▸ Material provided:
═══

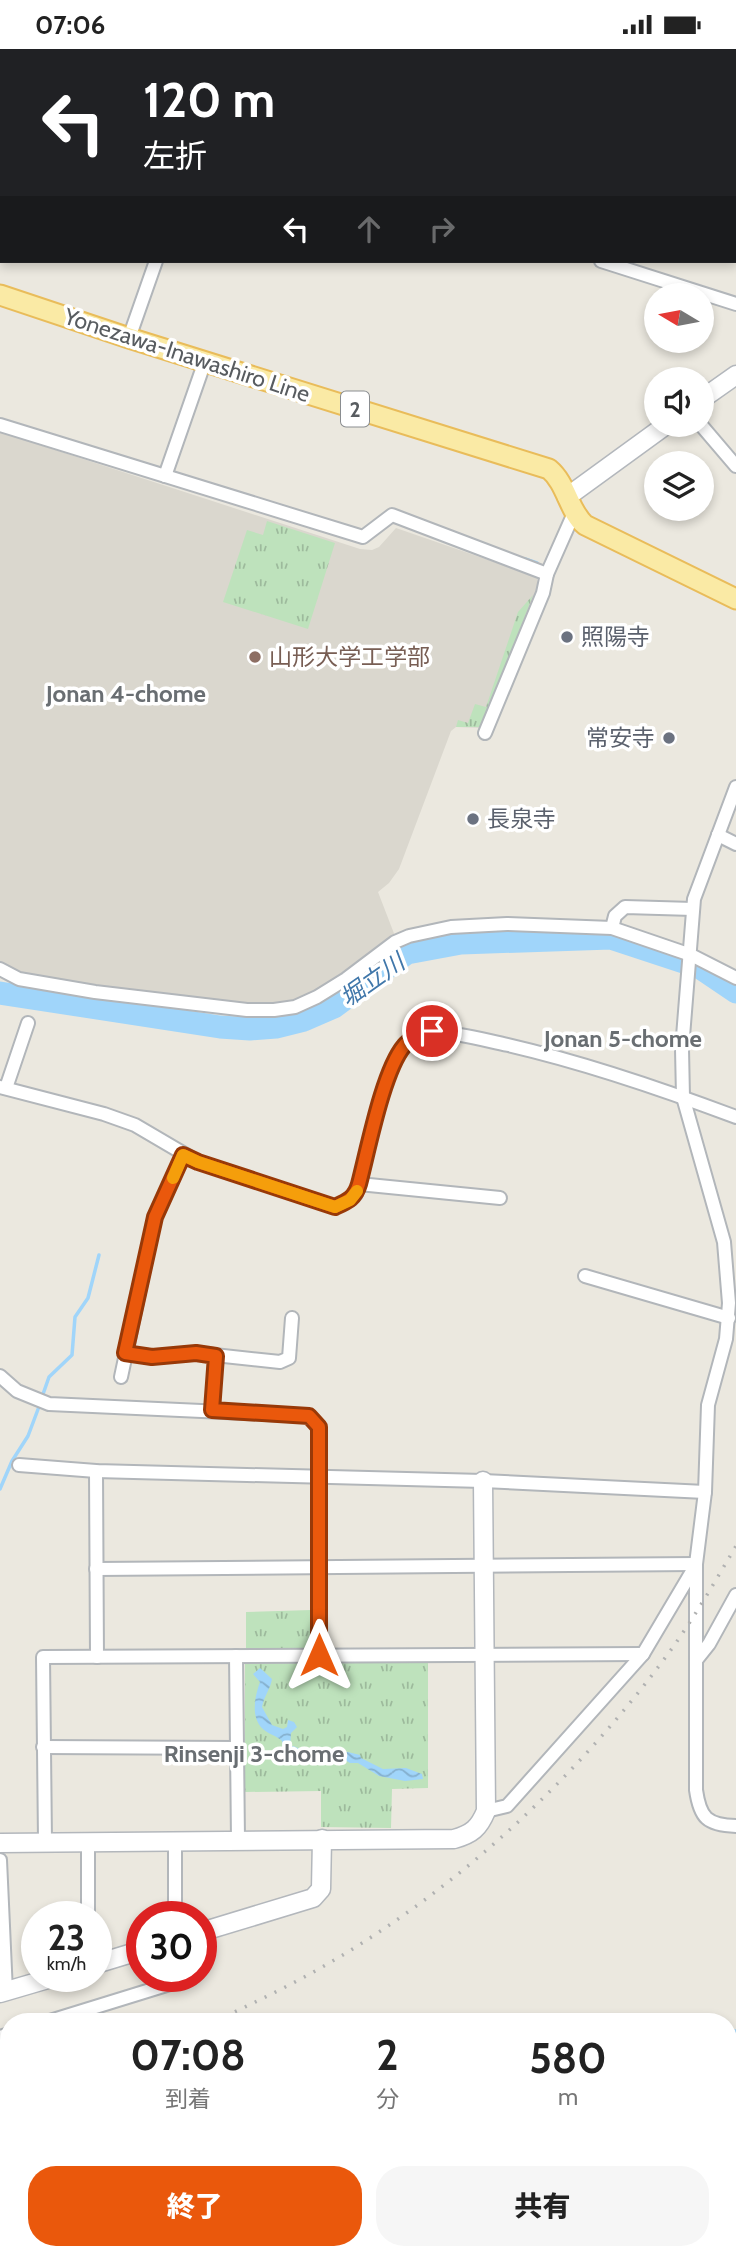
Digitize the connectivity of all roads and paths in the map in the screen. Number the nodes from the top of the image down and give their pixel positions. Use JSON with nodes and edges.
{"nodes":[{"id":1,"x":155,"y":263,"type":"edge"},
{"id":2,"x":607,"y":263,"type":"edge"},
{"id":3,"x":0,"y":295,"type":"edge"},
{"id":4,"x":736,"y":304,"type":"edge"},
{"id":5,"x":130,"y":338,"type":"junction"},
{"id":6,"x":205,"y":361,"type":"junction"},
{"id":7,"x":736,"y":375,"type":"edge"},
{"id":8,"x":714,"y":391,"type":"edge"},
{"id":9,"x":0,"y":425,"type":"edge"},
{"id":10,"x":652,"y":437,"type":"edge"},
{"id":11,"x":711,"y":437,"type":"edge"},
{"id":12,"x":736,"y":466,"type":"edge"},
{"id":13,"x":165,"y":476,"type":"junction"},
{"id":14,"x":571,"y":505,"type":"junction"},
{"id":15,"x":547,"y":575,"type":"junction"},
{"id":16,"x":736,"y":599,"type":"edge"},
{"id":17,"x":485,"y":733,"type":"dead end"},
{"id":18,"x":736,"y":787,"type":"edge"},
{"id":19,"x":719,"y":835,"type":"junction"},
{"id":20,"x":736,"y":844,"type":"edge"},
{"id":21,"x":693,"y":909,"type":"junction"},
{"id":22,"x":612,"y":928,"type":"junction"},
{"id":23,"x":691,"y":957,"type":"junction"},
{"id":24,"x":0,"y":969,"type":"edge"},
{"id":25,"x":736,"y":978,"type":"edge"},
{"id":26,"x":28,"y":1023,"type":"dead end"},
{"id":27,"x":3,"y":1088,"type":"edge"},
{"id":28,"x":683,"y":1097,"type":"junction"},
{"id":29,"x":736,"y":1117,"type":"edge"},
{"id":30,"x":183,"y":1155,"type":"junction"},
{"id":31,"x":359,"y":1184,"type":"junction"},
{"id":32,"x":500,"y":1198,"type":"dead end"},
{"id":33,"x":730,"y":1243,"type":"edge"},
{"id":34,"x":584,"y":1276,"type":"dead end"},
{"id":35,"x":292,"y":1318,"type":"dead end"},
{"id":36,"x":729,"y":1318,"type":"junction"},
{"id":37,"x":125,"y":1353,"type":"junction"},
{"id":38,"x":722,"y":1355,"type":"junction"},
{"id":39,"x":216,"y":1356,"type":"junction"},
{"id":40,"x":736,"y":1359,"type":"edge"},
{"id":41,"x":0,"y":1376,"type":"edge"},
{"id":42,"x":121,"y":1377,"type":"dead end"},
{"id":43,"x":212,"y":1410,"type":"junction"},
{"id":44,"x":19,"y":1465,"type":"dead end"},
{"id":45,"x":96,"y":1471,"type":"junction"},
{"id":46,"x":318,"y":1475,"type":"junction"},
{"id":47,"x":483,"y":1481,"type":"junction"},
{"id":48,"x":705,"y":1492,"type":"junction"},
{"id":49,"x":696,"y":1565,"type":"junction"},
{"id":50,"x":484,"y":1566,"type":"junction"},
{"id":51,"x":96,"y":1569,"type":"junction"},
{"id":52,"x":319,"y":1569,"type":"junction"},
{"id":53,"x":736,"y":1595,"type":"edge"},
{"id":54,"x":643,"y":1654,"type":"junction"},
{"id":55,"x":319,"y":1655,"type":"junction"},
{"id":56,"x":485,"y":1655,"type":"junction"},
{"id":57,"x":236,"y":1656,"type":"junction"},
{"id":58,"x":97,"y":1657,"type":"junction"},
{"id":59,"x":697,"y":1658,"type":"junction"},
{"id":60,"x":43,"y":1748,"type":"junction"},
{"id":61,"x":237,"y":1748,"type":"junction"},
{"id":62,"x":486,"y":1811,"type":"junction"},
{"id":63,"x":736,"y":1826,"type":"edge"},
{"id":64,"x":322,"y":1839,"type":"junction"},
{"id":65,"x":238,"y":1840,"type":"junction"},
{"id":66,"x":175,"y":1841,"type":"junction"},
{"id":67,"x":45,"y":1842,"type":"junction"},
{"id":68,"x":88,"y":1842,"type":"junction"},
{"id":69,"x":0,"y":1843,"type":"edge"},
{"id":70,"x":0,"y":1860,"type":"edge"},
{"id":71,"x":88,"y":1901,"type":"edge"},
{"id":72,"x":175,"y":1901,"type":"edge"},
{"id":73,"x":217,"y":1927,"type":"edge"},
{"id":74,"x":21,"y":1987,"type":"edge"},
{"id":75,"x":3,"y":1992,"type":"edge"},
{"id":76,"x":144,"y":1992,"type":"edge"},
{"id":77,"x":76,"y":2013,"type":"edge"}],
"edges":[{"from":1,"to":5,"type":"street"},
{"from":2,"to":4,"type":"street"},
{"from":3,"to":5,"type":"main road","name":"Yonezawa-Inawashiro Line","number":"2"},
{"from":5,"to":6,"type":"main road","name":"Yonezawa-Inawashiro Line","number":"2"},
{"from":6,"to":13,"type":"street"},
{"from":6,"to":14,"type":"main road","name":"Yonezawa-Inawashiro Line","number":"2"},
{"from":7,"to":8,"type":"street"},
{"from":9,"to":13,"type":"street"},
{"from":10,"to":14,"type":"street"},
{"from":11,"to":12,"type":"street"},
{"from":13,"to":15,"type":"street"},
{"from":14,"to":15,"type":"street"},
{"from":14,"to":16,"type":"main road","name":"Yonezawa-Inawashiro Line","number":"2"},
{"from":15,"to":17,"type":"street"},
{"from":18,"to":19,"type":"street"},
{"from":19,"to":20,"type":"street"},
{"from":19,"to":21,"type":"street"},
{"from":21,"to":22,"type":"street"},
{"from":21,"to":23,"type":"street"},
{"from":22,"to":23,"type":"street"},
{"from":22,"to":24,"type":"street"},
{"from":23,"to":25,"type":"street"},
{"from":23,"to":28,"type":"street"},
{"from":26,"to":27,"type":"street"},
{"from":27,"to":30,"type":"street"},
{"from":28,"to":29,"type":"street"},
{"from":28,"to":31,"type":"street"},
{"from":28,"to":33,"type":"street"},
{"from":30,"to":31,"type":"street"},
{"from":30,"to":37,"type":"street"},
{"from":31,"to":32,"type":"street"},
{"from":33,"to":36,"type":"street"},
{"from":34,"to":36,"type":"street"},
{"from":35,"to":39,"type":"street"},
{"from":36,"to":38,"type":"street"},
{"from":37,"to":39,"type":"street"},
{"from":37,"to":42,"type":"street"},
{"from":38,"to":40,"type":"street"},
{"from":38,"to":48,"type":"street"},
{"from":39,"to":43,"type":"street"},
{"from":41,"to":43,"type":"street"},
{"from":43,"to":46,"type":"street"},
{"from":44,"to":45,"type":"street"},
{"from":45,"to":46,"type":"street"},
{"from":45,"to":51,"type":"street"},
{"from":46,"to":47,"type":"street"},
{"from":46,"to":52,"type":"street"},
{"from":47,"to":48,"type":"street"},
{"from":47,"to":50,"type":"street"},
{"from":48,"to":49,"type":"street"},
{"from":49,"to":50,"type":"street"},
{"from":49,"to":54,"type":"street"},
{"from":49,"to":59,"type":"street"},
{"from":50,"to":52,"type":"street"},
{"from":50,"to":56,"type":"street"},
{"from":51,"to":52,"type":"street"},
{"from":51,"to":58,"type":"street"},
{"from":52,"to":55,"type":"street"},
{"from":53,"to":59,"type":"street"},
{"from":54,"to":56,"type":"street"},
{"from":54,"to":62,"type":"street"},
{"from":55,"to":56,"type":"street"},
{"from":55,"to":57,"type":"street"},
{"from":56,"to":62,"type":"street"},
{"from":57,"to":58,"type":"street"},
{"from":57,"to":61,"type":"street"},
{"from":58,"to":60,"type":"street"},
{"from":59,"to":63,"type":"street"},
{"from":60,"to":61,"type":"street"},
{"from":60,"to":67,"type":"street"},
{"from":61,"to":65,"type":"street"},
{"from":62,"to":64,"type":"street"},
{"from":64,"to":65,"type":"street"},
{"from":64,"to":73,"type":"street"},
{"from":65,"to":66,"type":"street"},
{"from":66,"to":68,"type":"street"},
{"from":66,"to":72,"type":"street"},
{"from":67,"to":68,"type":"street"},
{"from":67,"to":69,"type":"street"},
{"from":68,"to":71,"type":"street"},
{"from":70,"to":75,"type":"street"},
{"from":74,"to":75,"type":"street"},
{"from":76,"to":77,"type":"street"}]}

═══

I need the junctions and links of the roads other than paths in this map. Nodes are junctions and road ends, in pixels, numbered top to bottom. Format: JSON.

═══

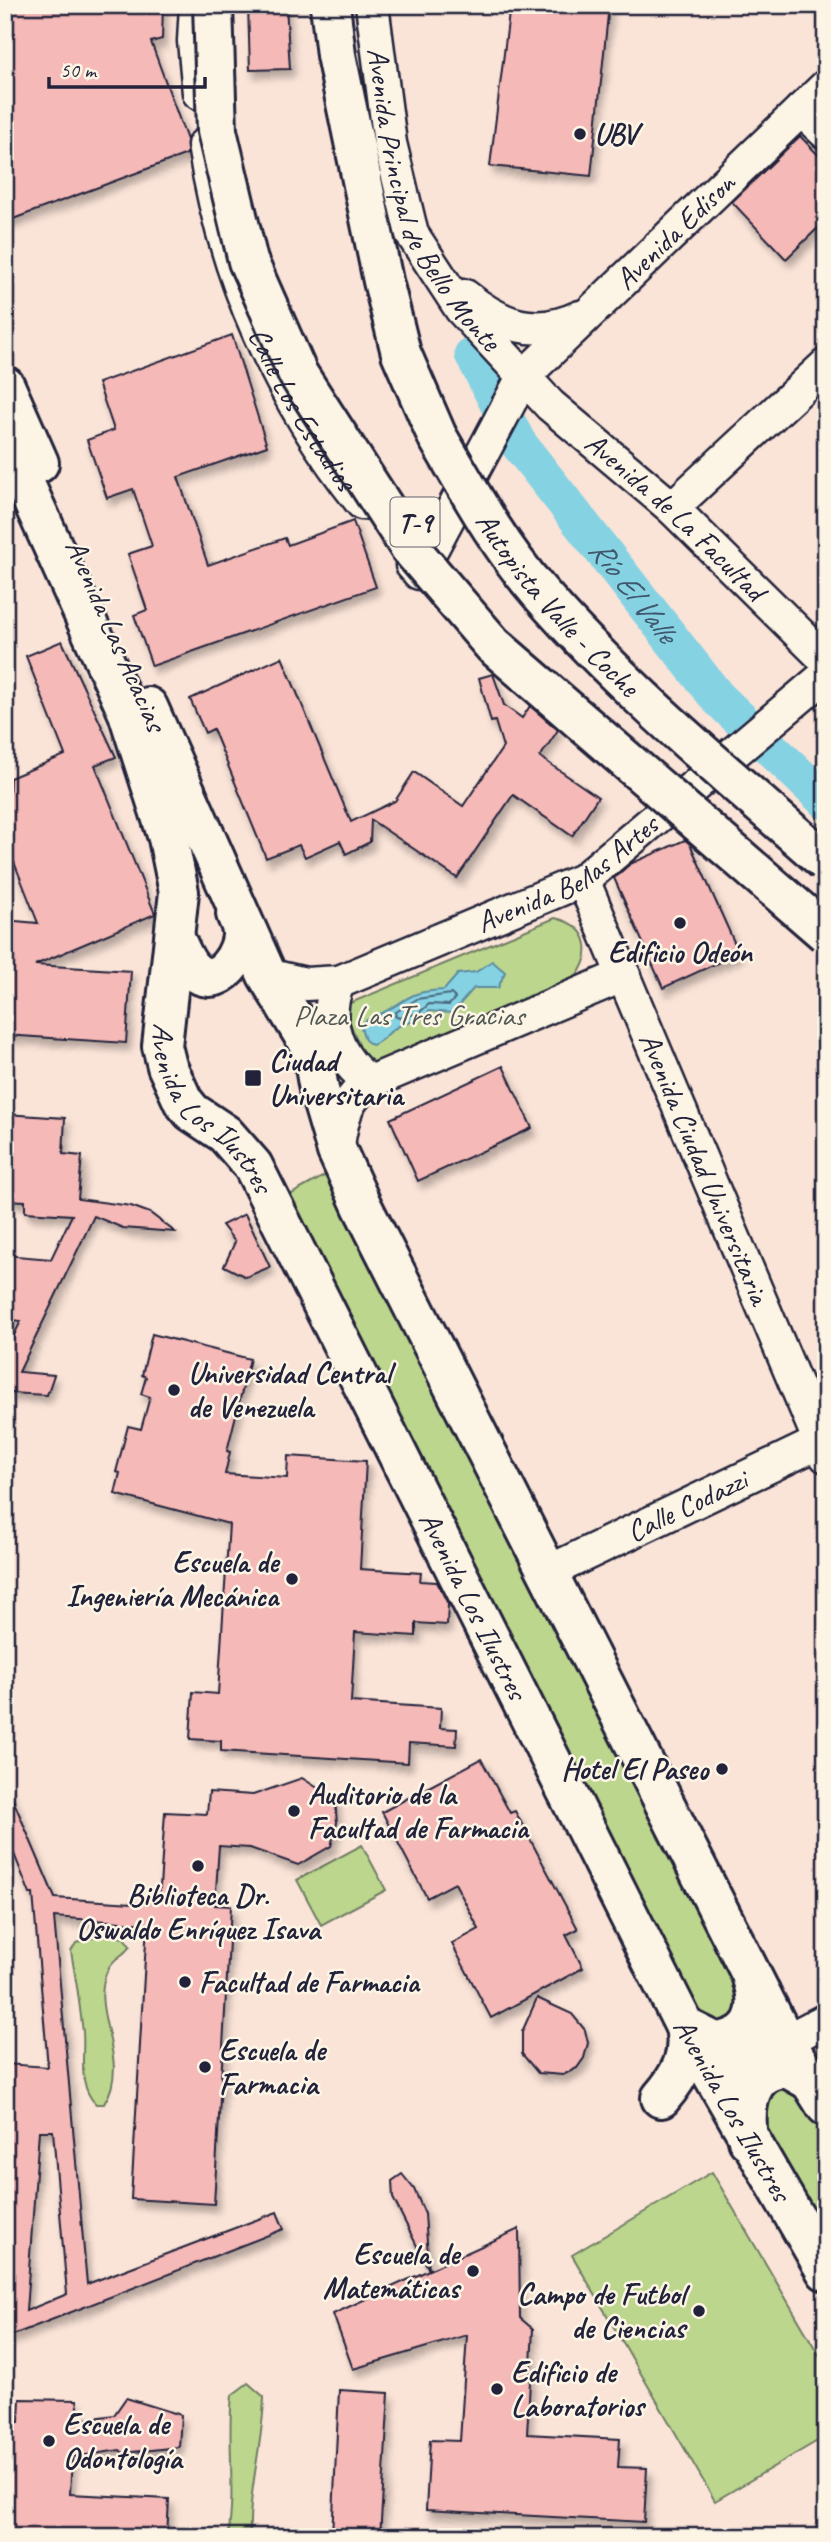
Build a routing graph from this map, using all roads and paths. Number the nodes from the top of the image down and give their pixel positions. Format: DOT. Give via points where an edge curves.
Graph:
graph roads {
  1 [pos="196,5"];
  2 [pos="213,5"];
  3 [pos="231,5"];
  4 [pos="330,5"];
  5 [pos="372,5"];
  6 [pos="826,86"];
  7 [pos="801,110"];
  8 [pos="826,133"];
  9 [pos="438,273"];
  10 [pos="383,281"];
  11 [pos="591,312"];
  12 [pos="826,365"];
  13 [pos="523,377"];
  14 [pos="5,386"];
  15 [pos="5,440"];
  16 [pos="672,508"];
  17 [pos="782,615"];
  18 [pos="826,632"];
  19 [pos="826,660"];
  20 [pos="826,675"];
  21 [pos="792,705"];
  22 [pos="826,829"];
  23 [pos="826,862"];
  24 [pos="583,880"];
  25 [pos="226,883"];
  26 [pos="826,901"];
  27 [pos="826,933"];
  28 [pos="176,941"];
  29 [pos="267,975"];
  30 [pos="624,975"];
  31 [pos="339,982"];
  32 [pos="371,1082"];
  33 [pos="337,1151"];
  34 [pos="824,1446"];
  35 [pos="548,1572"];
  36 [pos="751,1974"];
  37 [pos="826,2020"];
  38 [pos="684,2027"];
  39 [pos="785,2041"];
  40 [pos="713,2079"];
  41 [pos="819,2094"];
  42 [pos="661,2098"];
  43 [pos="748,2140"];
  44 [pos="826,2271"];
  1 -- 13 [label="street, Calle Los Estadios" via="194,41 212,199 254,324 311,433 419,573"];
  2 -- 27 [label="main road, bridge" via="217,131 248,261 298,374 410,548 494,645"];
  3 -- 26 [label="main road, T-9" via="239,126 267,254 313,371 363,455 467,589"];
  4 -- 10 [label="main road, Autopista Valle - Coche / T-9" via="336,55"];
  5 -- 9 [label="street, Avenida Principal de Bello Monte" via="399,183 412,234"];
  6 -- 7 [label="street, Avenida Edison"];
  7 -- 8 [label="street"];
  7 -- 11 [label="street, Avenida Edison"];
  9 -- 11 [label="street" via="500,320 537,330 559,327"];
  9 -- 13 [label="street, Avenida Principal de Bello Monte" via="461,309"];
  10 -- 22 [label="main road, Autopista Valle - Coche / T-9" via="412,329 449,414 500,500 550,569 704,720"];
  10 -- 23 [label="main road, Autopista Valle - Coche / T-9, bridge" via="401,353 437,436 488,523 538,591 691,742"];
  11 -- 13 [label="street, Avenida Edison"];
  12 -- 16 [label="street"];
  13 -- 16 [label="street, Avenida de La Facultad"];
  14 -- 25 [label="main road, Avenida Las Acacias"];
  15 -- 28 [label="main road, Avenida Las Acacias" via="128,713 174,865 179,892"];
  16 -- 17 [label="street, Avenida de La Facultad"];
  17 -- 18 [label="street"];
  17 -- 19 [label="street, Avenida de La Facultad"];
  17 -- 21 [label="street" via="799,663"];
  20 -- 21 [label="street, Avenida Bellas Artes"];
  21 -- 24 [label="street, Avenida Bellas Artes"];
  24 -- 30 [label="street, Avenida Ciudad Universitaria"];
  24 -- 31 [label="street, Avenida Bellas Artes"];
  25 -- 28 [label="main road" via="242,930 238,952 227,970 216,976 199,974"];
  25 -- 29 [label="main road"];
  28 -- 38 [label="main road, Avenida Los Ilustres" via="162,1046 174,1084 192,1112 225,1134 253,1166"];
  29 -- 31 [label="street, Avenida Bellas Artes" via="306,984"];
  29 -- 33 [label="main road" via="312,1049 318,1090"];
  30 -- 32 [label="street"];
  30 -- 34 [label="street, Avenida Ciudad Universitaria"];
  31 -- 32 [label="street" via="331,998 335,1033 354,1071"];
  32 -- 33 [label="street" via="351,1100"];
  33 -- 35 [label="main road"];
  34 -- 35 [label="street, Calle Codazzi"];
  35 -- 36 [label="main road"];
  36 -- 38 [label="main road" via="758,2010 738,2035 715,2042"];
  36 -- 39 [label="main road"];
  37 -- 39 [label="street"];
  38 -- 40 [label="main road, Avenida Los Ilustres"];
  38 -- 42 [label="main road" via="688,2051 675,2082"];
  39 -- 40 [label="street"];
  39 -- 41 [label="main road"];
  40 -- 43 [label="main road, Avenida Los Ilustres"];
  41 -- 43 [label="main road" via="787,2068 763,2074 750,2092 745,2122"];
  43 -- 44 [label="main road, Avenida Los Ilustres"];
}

═══

▸ Task directions: Nothing but lines that contain "this" should appear in the answer. Copy each from the records.

▸ Task answer:
I need the junctions and links of the roads other than paths in this map. Nodes are junctions and road ends, in pixels, numbered top to bottom. Format: JSON.
Build a routing graph from this map, using all roads and paths. Number the nodes from the top of the image down and give their pixel positions. Format: DOT. Give via points where an edge curves.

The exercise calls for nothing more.